Curious what had brought her to Cody, he headed for the door. Damned if he didn’t wish that he was the reason for her visit to Markton’s bigger neighbor, but her current location said otherwise. Still, he couldn’t pass up the opportunity to say hello, to stand near her again, maybe even have a chance to catch up a little without Jesse’s large presence looming. He could allow himself to be around her without making a fool of himself or getting in too deep, right?

“I’ll be with you in a moment,” the woman talking to Elly said when she spotted him.

Elly glanced his way. “Will.” Surprise filled her voice and widened her eyes.

He couldn’t tell for sure, but he thought her cheeks pinkened in embarrassment.

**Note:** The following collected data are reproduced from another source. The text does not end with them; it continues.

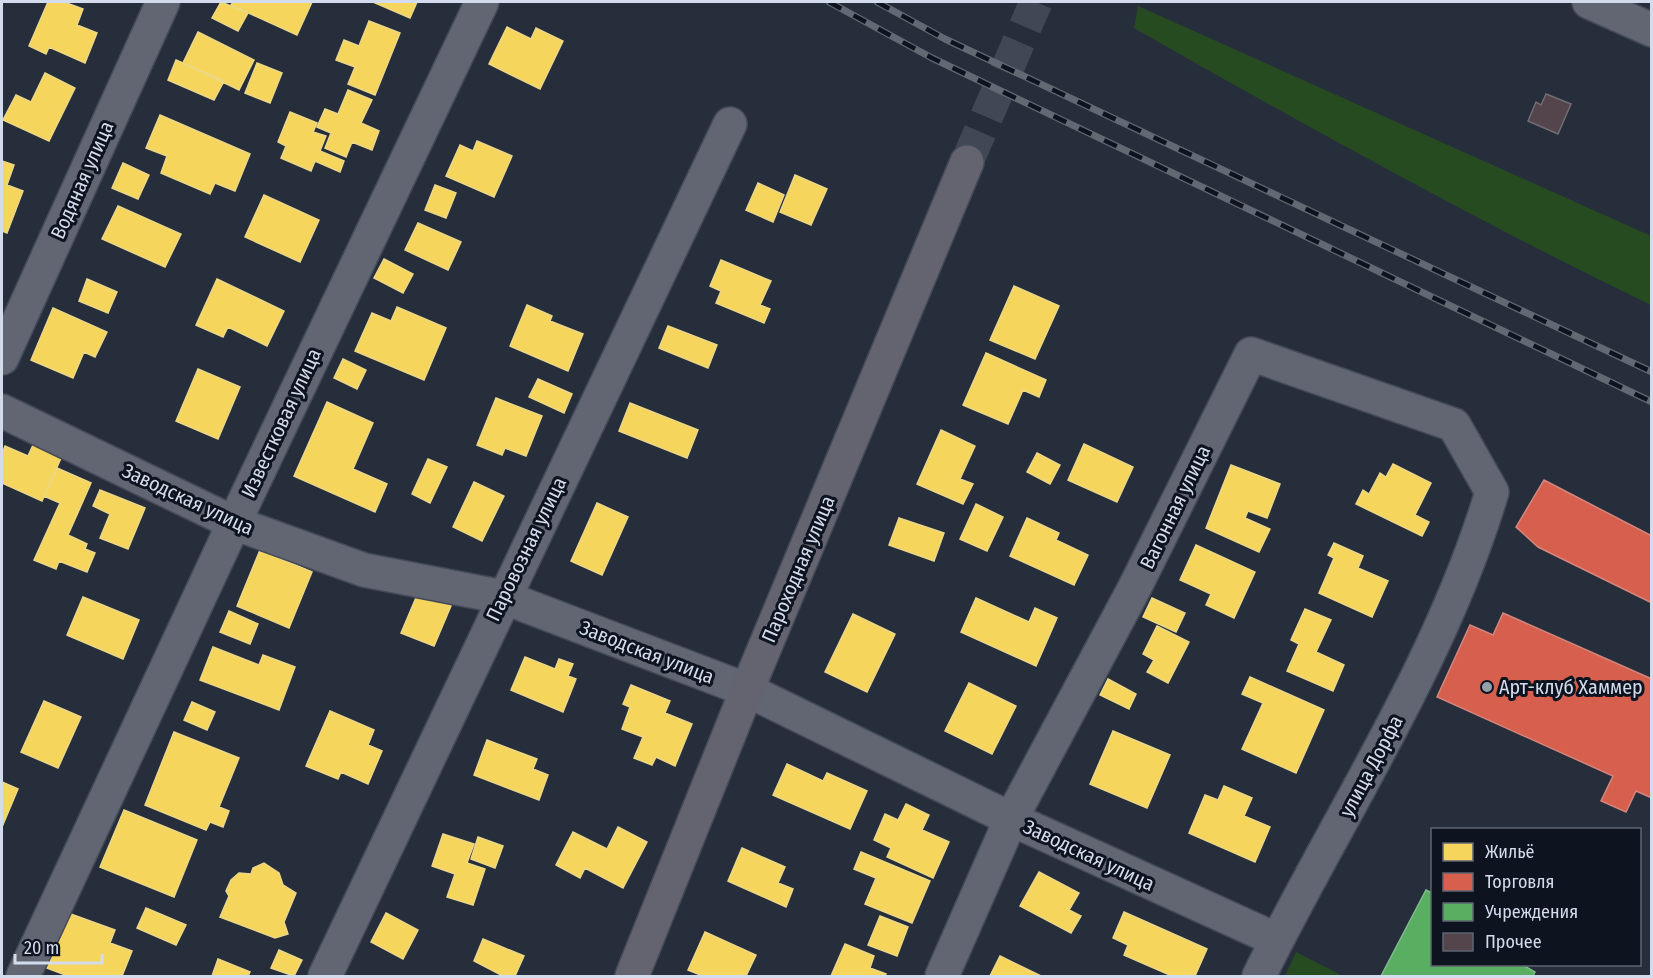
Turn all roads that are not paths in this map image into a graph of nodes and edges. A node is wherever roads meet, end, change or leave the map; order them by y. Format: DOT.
graph roads {
  1 [pos="163,2"];
  2 [pos="482,2"];
  3 [pos="1589,2"];
  4 [pos="1652,30"];
  5 [pos="730,124"];
  6 [pos="967,162"];
  7 [pos="2,358"];
  8 [pos="2,411"];
  9 [pos="234,523"];
  10 [pos="1475,550"];
  11 [pos="502,597"];
  12 [pos="747,690"];
  13 [pos="1011,819"];
  14 [pos="1277,940"];
  15 [pos="23,976"];
  16 [pos="325,976"];
  17 [pos="632,976"];
  18 [pos="942,976"];
  19 [pos="1259,976"];
  1 -- 7 [label="street, Водяная улица"];
  2 -- 9 [label="street, Известковая улица"];
  3 -- 4 [label="street"];
  5 -- 11 [label="street, Паровозная улица"];
  6 -- 12 [label="main road, Пароходная улица"];
  8 -- 9 [label="street, Заводская улица"];
  9 -- 11 [label="street, Заводская улица"];
  9 -- 15 [label="street, Известковая улица"];
  10 -- 13 [label="street, Вагонная улица"];
  10 -- 14 [label="street, улица Дорфа"];
  11 -- 12 [label="street, Заводская улица"];
  11 -- 16 [label="street, Паровозная улица"];
  12 -- 13 [label="street, Заводская улица"];
  12 -- 17 [label="main road, Пароходная улица"];
  13 -- 14 [label="street, Заводская улица"];
  13 -- 18 [label="street, Вагонная улица"];
  14 -- 19 [label="street, улица Дорфа"];
}
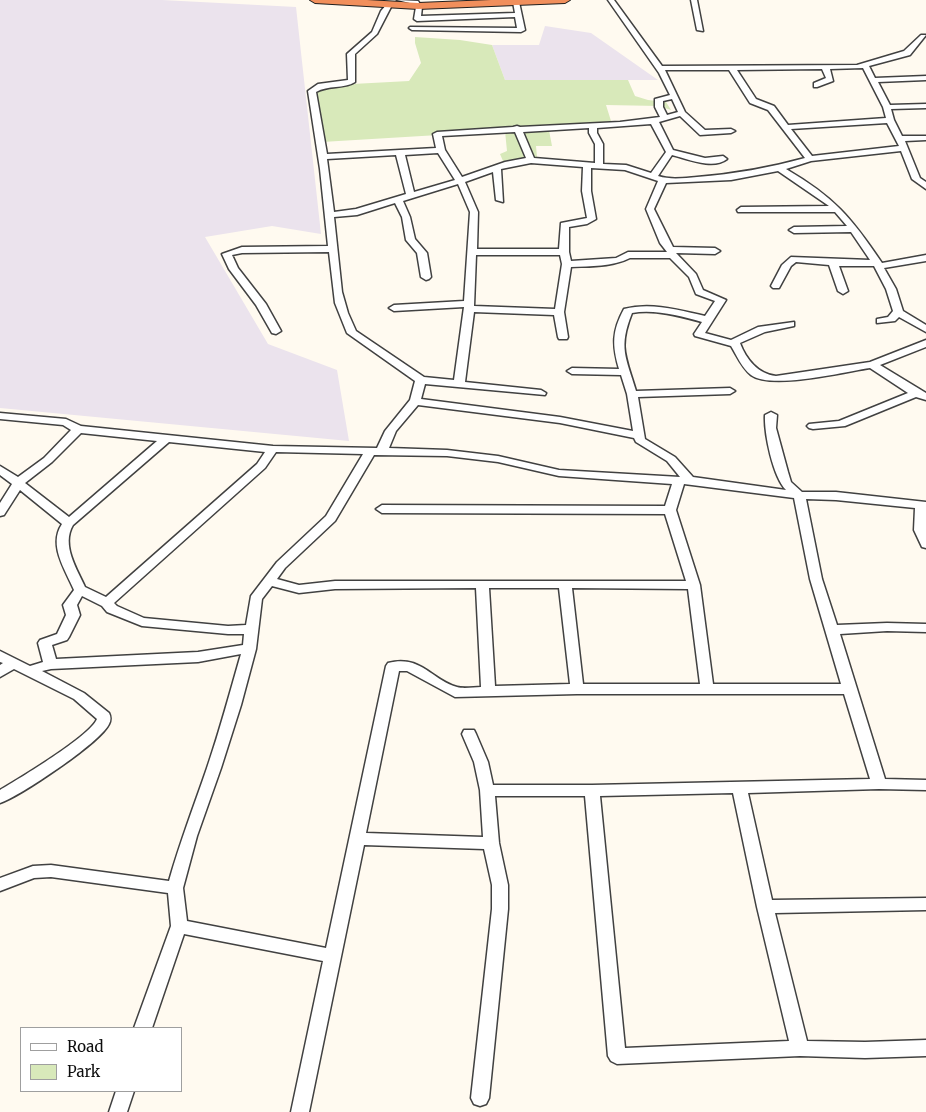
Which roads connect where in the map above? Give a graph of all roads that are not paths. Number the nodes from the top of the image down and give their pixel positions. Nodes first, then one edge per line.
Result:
1 (315, 0) edge
2 (400, 0) edge
3 (565, 0) edge
4 (611, 0) edge
5 (694, 0) edge
6 (348, 2) edge
7 (495, 2) edge
8 (516, 2) junction
9 (456, 4) junction
10 (468, 4) junction
11 (389, 5) junction
12 (418, 6) junction
13 (518, 15) junction
14 (449, 23) junction
15 (414, 25) junction
16 (502, 26) junction
17 (468, 27) junction
18 (701, 30) dead end
19 (922, 35) edge
20 (865, 65) junction
21 (824, 67) junction
22 (658, 68) junction
23 (732, 68) junction
24 (926, 78) edge
25 (872, 80) junction
26 (817, 85) dead end
27 (673, 97) junction
28 (926, 106) edge
29 (887, 107) junction
30 (682, 112) junction
31 (664, 117) junction
32 (654, 120) junction
33 (890, 120) junction
34 (593, 126) junction
35 (787, 127) junction
36 (517, 128) junction
37 (730, 131) dead end
38 (926, 138) edge
39 (899, 139) junction
40 (441, 150) junction
41 (670, 152) junction
42 (905, 152) junction
43 (400, 153) junction
44 (321, 157) junction
45 (723, 159) dead end
46 (810, 159) junction
47 (531, 160) junction
48 (588, 164) junction
49 (599, 164) junction
50 (497, 168) junction
51 (780, 168) junction
52 (658, 178) junction
53 (459, 181) junction
54 (926, 186) edge
55 (411, 195) junction
56 (398, 200) junction
57 (500, 200) dead end
58 (837, 209) junction
59 (741, 210) dead end
60 (328, 215) junction
61 (854, 229) junction
62 (794, 230) dead end
63 (333, 249) junction
64 (715, 251) dead end
65 (473, 252) junction
66 (564, 252) junction
67 (672, 252) junction
68 (926, 258) edge
69 (833, 263) junction
70 (567, 264) junction
71 (878, 265) junction
72 (426, 277) dead end
73 (776, 286) dead end
74 (842, 291) dead end
75 (468, 306) junction
76 (394, 308) dead end
77 (559, 312) junction
78 (898, 312) junction
79 (708, 320) junction
80 (880, 321) dead end
81 (790, 324) dead end
82 (926, 330) edge
83 (276, 331) dead end
84 (563, 337) dead end
85 (926, 343) edge
86 (735, 344) junction
87 (872, 365) junction
88 (572, 372) dead end
89 (624, 372) junction
90 (422, 380) junction
91 (459, 384) junction
92 (730, 391) dead end
93 (541, 393) dead end
94 (632, 394) junction
95 (921, 395) edge
96 (415, 401) junction
97 (771, 415) dead end
98 (0, 416) edge
99 (813, 426) dead end
100 (78, 429) junction
101 (637, 435) junction
102 (168, 437) junction
103 (273, 449) junction
104 (377, 452) junction
105 (0, 469) edge
106 (684, 480) junction
107 (19, 482) junction
108 (799, 495) junction
109 (924, 505) edge
110 (382, 509) dead end
111 (670, 510) junction
112 (0, 512) edge
113 (69, 523) junction
114 (926, 544) edge
115 (270, 581) junction
116 (482, 584) junction
117 (565, 584) junction
118 (694, 585) junction
119 (80, 590) junction
120 (107, 603) junction
121 (926, 628) edge
122 (252, 629) junction
123 (832, 630) junction
124 (249, 649) junction
125 (0, 656) edge
126 (14, 662) junction
127 (50, 664) junction
128 (28, 671) junction
129 (0, 672) edge
130 (577, 688) junction
131 (707, 688) junction
132 (848, 689) junction
133 (488, 691) junction
134 (469, 734) dead end
135 (879, 784) junction
136 (926, 785) edge
137 (739, 788) junction
138 (487, 790) junction
139 (592, 791) junction
140 (0, 797) edge
141 (358, 840) junction
142 (491, 842) junction
143 (0, 885) edge
144 (176, 888) junction
145 (926, 904) edge
146 (765, 907) junction
147 (179, 926) junction
148 (331, 956) junction
149 (143, 1027) edge
150 (800, 1048) junction
151 (926, 1048) edge
152 (125, 1092) edge
153 (480, 1098) dead end
154 (118, 1112) edge
155 (300, 1112) edge

1 - 6 highway
2 - 12 street
3 - 8 highway
4 - 22 street
5 - 18 street
6 - 11 highway
7 - 8 highway
7 - 10 highway
7 - 16 street
8 - 13 street
9 - 10 highway
9 - 12 highway
9 - 14 street
10 - 17 street
11 - 12 highway
11 - 44 street
12 - 15 street
13 - 16 street
13 - 16 street
14 - 15 street
14 - 15 street
14 - 17 street
14 - 17 street
16 - 17 street
16 - 17 street
19 - 20 street
20 - 21 street
20 - 25 street
21 - 23 street
21 - 26 street
22 - 23 street
22 - 27 street
23 - 35 street
24 - 25 street
25 - 29 street
27 - 30 street
27 - 31 street
28 - 29 street
29 - 33 street
30 - 31 street
30 - 37 street
31 - 32 street
32 - 34 street
32 - 41 street
33 - 35 street
33 - 39 street
34 - 36 street
34 - 49 street
35 - 46 street
36 - 40 street
36 - 47 street
38 - 39 street
39 - 42 street
40 - 43 street
40 - 53 street
41 - 45 street
41 - 52 street
42 - 46 street
42 - 54 street
43 - 44 street
43 - 55 street
44 - 60 street
46 - 51 street
47 - 48 street
47 - 50 street
48 - 49 street
48 - 66 street
49 - 52 street
50 - 53 street
50 - 57 street
51 - 52 street
51 - 58 street
52 - 67 street
53 - 55 street
53 - 65 street
55 - 56 street
56 - 60 street
56 - 72 street
58 - 59 street
58 - 61 street
60 - 63 street
61 - 62 street
61 - 71 street
63 - 83 street
63 - 90 street
64 - 67 street
65 - 66 street
65 - 75 street
66 - 70 street
67 - 70 street
67 - 79 street
68 - 71 street
69 - 71 street
69 - 73 street
69 - 74 street
70 - 77 street
71 - 78 street
75 - 76 street
75 - 77 street
75 - 91 street
77 - 84 street
78 - 80 street
78 - 82 street
79 - 86 street
79 - 89 street
81 - 86 street
85 - 87 street
86 - 87 street
87 - 95 street
88 - 89 street
89 - 94 street
90 - 91 street
90 - 96 street
91 - 93 street
92 - 94 street
94 - 101 street
95 - 99 street
96 - 101 street
96 - 104 street
97 - 108 street
98 - 100 street
100 - 102 street
100 - 107 street
101 - 106 street
102 - 103 street
102 - 113 street
103 - 104 street
103 - 120 street
104 - 106 street
104 - 115 street
105 - 107 street
106 - 108 street
106 - 111 street
107 - 112 street
107 - 113 street
108 - 109 street
108 - 123 street
109 - 114 street
110 - 111 street
111 - 118 street
113 - 119 street
115 - 116 street
115 - 122 street
116 - 117 street
116 - 133 street
117 - 118 street
117 - 130 street
118 - 131 street
119 - 120 street
119 - 127 street
120 - 122 street
121 - 123 street
122 - 124 street
123 - 132 street
124 - 127 street
124 - 144 street
125 - 126 street
126 - 128 street
126 - 129 street
127 - 128 street
128 - 140 street
130 - 131 street
130 - 133 street
131 - 132 street
132 - 135 street
133 - 141 street
134 - 138 street
135 - 136 street
135 - 137 street
137 - 139 street
137 - 146 street
138 - 139 street
138 - 142 street
139 - 150 street
141 - 142 street
141 - 148 street
142 - 153 street
143 - 144 street
144 - 147 street
145 - 146 street
146 - 150 street
147 - 148 street
147 - 149 street
148 - 155 street
150 - 151 street
152 - 154 street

Great, he was going to be forever associated with her father’s infidelity. Not exactly what he’d been going for when he’d walked through the gallery’s door. But he was inside now, and he couldn’t just leave without making the situation even more embarrassing for both of them.

“Doing a little shopping?” he asked.

“Uh, no.”

The older woman brightened. “Elly is quite the talented photographer. And she’s just dropped off some of her newest work.” She spun a large, framed photo around to show him. The scene was of a mother duck leading her brood out onto bright green grass. The captured moment was so lifelike. He imagined he could hear the little quacks of the ducklings and smell the damp scent of early morning depicted by the dew on the grass leaves.

“That’s really good.”

The gallery lady, perhaps smelling a sale, directed him toward a corner where several framed prints hung on the adjacent walls. A larger one sat displayed on an easel. As he moved closer, he noticed the bigger piece was of a giant bull moose chomping on his latest meal as he stood in the shallows of a stream.

On a rectangular sign hanging from the ceiling above the display, a stylized script read, “The Cottonwood Collection, One-of-a-Kind Prints by Ellen Cody.”

“I’m impressed,” he said as he turned to meet Elly’s eyes.